To avoid typing the same command for every draft genome, we use a [**_for loop_**](https://ryanstutorials.net/bash-scripting-tutorial/bash-loops.php) to apply the same command to every contig file. 

In [None]:
# runs for aprox 10 min
for CONTIG in $(ls $HOME/tutorials/results/contigs/*contigs.fa)
do
    
    # define isolate name
    SAMPLE_PREFIX=$(basename "$CONTIG" '_contigs.fa')
    echo "Processing $SAMPLE_PREFIX"

    # run snippy for each isolate
    singularity exec -B /mnt,/etc $SNIPPY_IMG snippy \
    --cpus 8 \
    --force \
    --cleanup \
    --quiet \
    --outdir $HOME/tutorials/results/snippy/$SAMPLE_PREFIX  `# save in a subdirectory named after sample ID` \
    --ctgs "$CONTIG" \
    --ref $REF_GENOME  

done

Once we have the data from the previous command, we perform a few additional steps to clean our results and have them ready for phylogenetic analysis. 

1. We run **snippy-core** to summarize the **SNVs** that are present only in genes contained in all isolates. This set can be considered the core-genome or the genomic features common to a group of isolates.
    - We also run `snippy-clean_full_aln` in the resulting file to clean the text file

In [None]:
cd $HOME/tutorials/results/snippy/

singularity exec -B /mnt,/etc "$SNIPPY_IMG" snippy-core \
    --ref $REF_GENOME \
    $HOME/tutorials/results/snippy/ERR*
    
singularity exec -B /mnt,/etc $SNIPPY_IMG snippy-clean_full_aln \
    core.full.aln > clean.full.aln


2. Then, **Gubbins** eliminates the features that are transmitted through horizontal gene transfer. 

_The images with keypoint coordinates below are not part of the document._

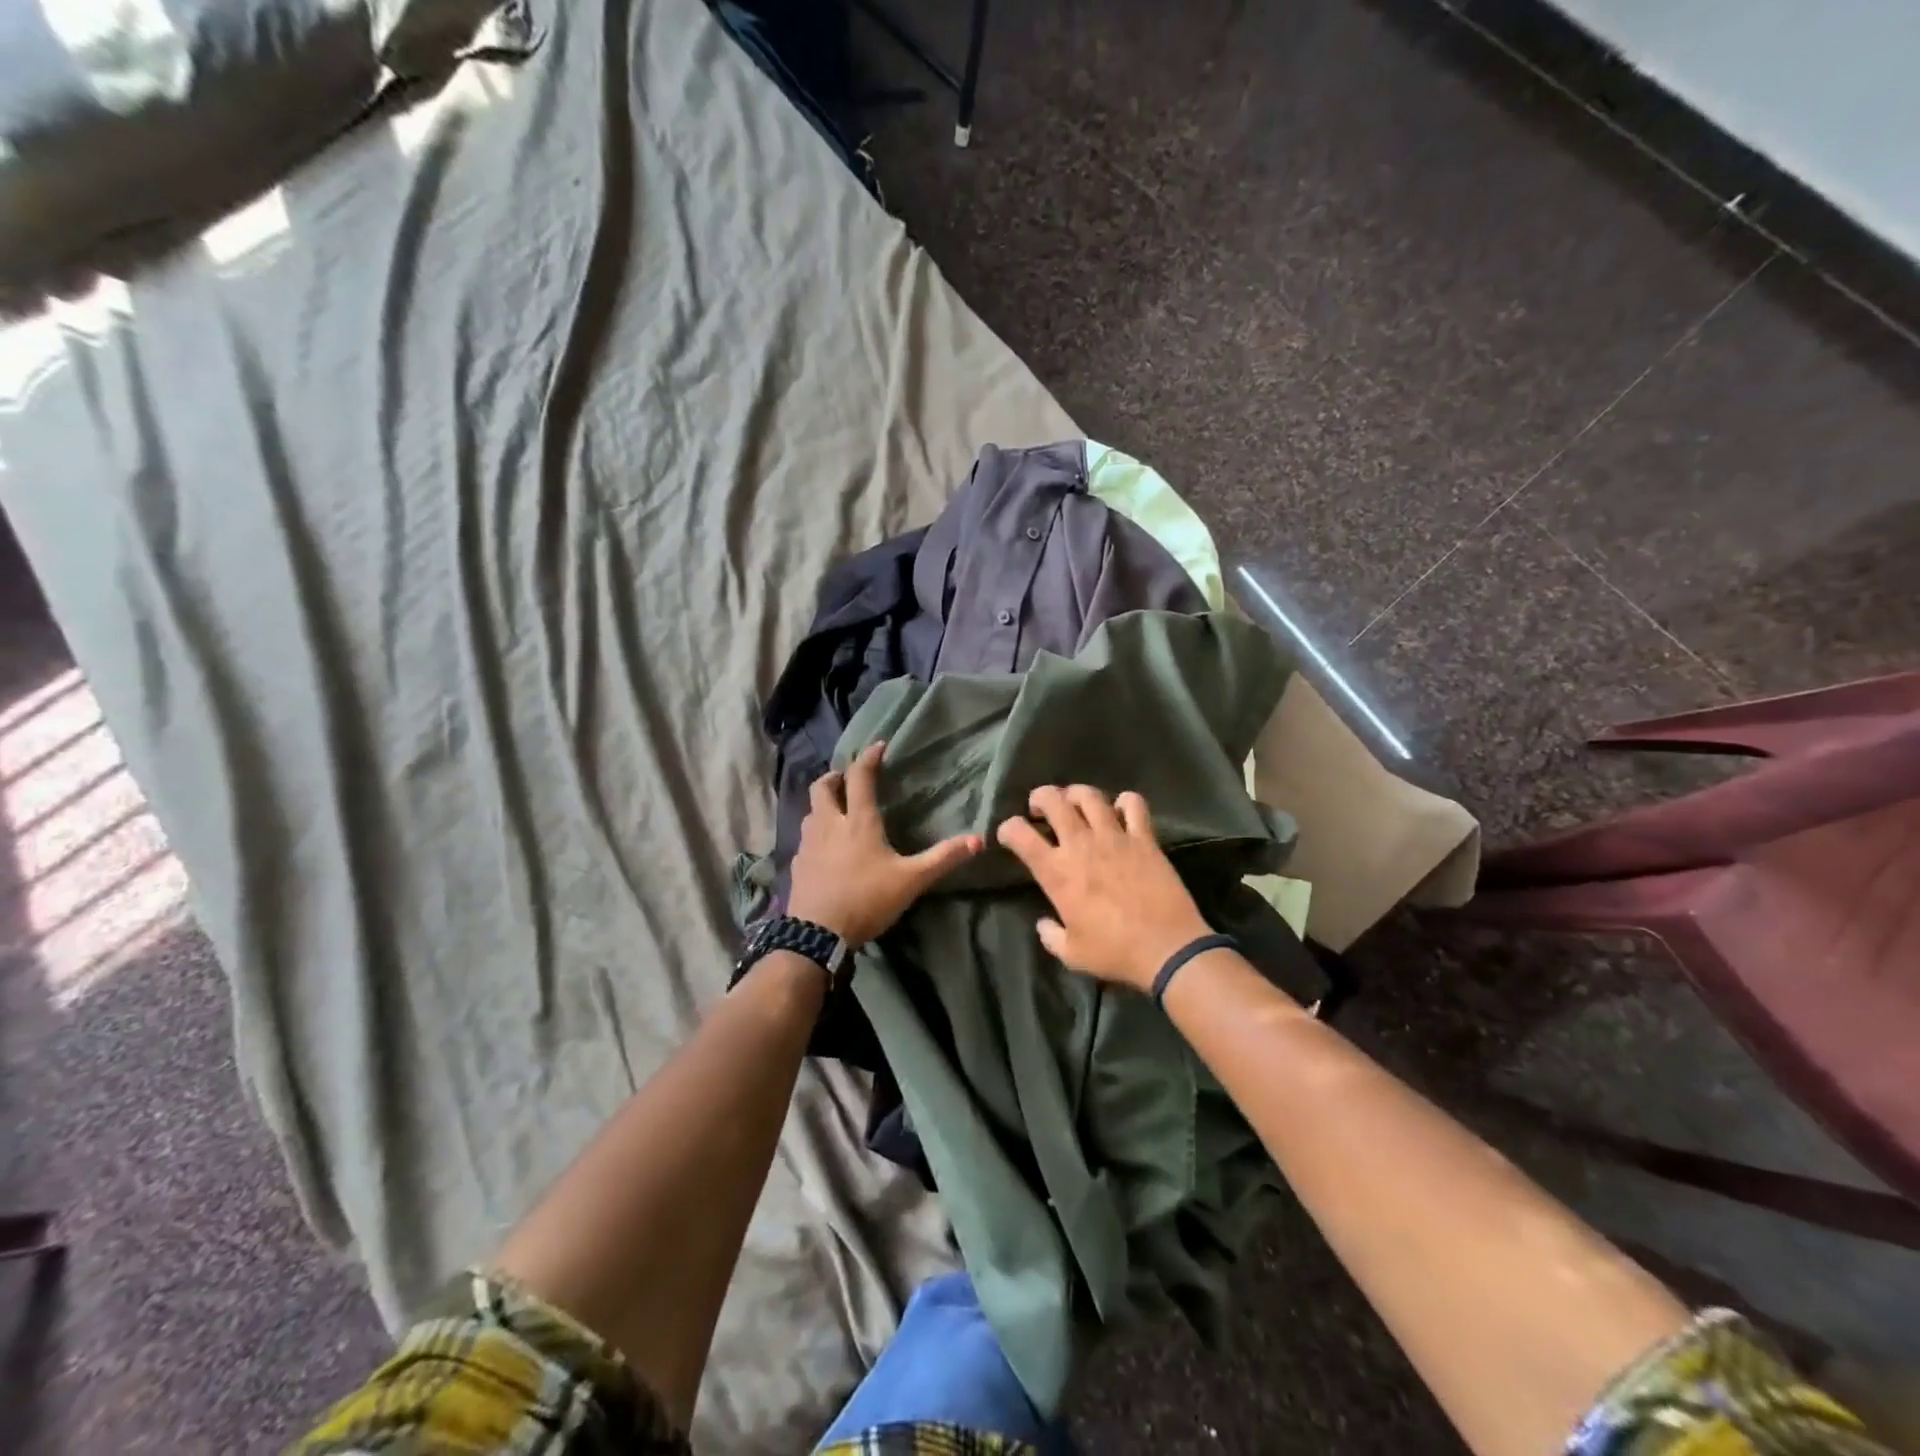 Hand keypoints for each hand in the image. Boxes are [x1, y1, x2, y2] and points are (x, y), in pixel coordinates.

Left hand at [788, 742, 983, 944]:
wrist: (817, 934)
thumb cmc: (867, 899)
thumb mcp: (911, 880)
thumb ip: (943, 858)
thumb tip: (980, 839)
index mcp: (858, 821)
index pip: (860, 777)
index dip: (868, 757)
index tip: (878, 746)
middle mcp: (829, 824)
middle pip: (822, 787)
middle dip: (834, 776)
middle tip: (848, 778)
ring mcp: (808, 845)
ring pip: (810, 812)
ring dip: (822, 804)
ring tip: (836, 810)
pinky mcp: (797, 865)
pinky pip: (804, 839)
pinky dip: (815, 834)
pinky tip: (824, 849)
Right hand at [996, 786, 1211, 992]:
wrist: (1166, 948)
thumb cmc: (1115, 952)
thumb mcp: (1072, 954)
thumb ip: (1051, 936)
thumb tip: (1044, 924)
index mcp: (1057, 873)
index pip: (1020, 835)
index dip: (1008, 828)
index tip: (1009, 834)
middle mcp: (1081, 845)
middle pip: (1053, 800)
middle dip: (1041, 797)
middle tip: (1041, 808)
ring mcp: (1114, 837)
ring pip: (1090, 796)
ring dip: (1077, 794)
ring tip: (1076, 803)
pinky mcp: (1144, 838)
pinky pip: (1134, 805)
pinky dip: (1125, 802)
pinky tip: (1121, 811) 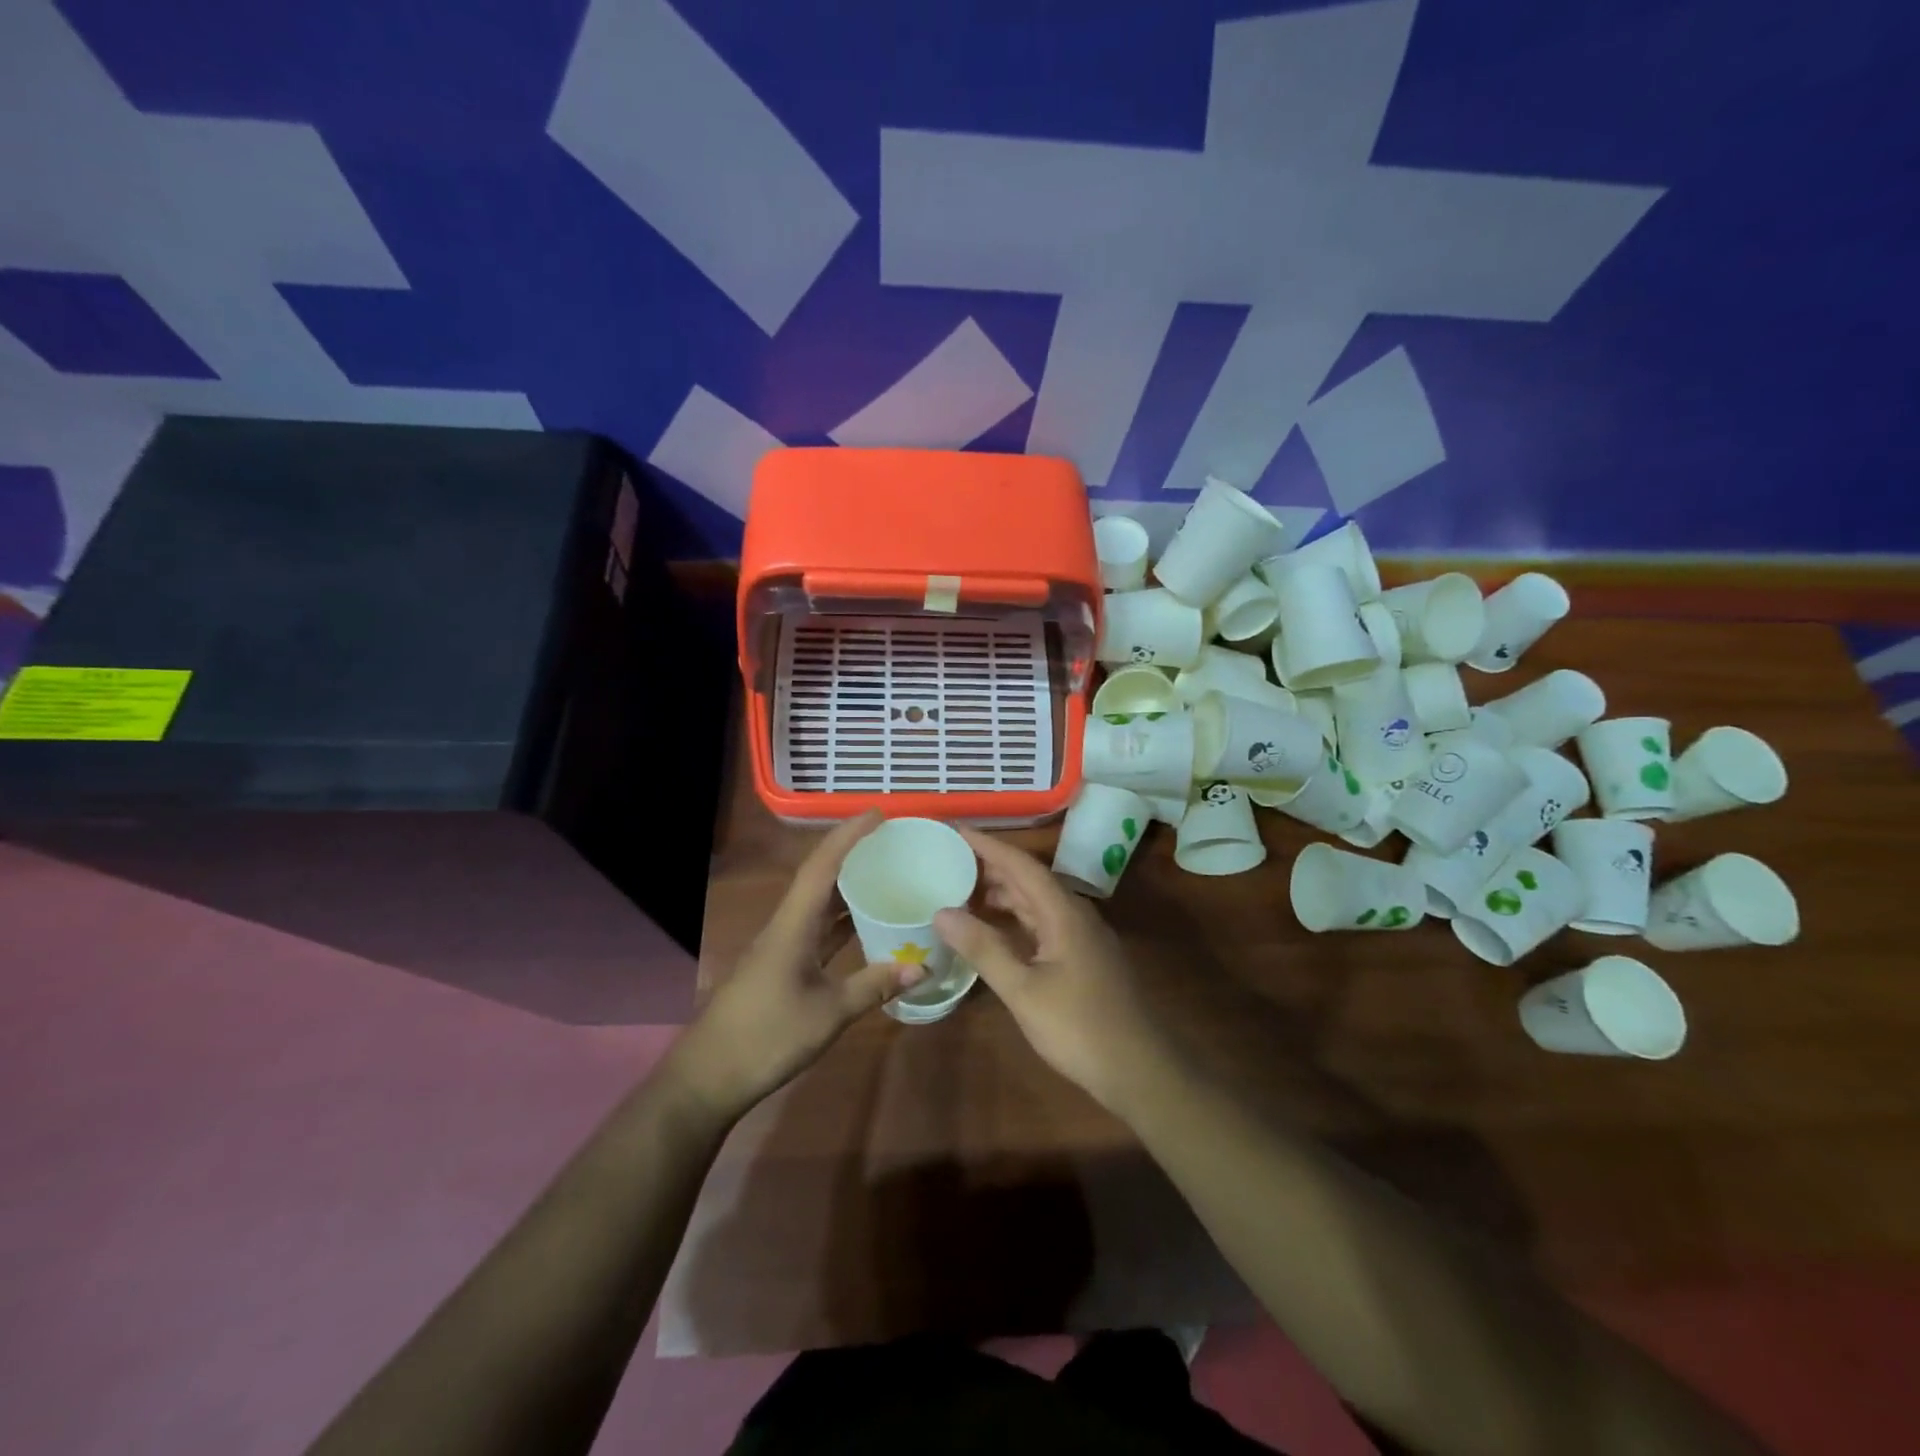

3. Once we have the cleaned alignment, we use **snp-sites** to extract the sites in the alignment with a **SNV**.

In [None]:
# move into the snippy output folder
cd $HOME/tutorials/results/snippy

# gubbins remove horizontal gene transfer 
singularity exec -B /mnt,/etc $GUBBINS_IMG run_gubbins.py \
    -p gubbins \
    clean.full.aln

# SNP-sites
singularity exec -B /mnt,/etc $SNIPPY_IMG snp-sites \
    -c gubbins.filtered_polymorphic_sites.fasta > clean.core.aln

## Phylogenetic tree

Once we have conducted all of the above steps. We have a file that contains the **SNVs** present in genes common to all isolates (core-genes) and that were not obtained by horizontal gene transfer. 

This file can be used to create a phylogenetic tree. To make it quick, we are using the tool **FastTree** which was already prepared in our software folder. 


In [None]:
/mnt/cidgoh-object-storage/seagull/jupyter-mdprieto/FastTree \
    -gamma                  `# employ a gamma model` \
    -gtr                    `# use generalized time reversible model` \
    -nt                     `# alignment is nucleotide based` \
    -quiet                  `# reduce printed output` \
    clean.core.aln > clean.core.tree

Finally, we can visualize the tree we just produce by pasting the contents of the file `clean.core.tree` in a visualizer tool such as [phyl.io](https://phylo.io/), or [iTOL](https://itol.embl.de/upload.cgi).

The data we used may not be the best representation of differences in a phylogenetic tree as it comes from a single center outbreak and the samples are highly similar among them.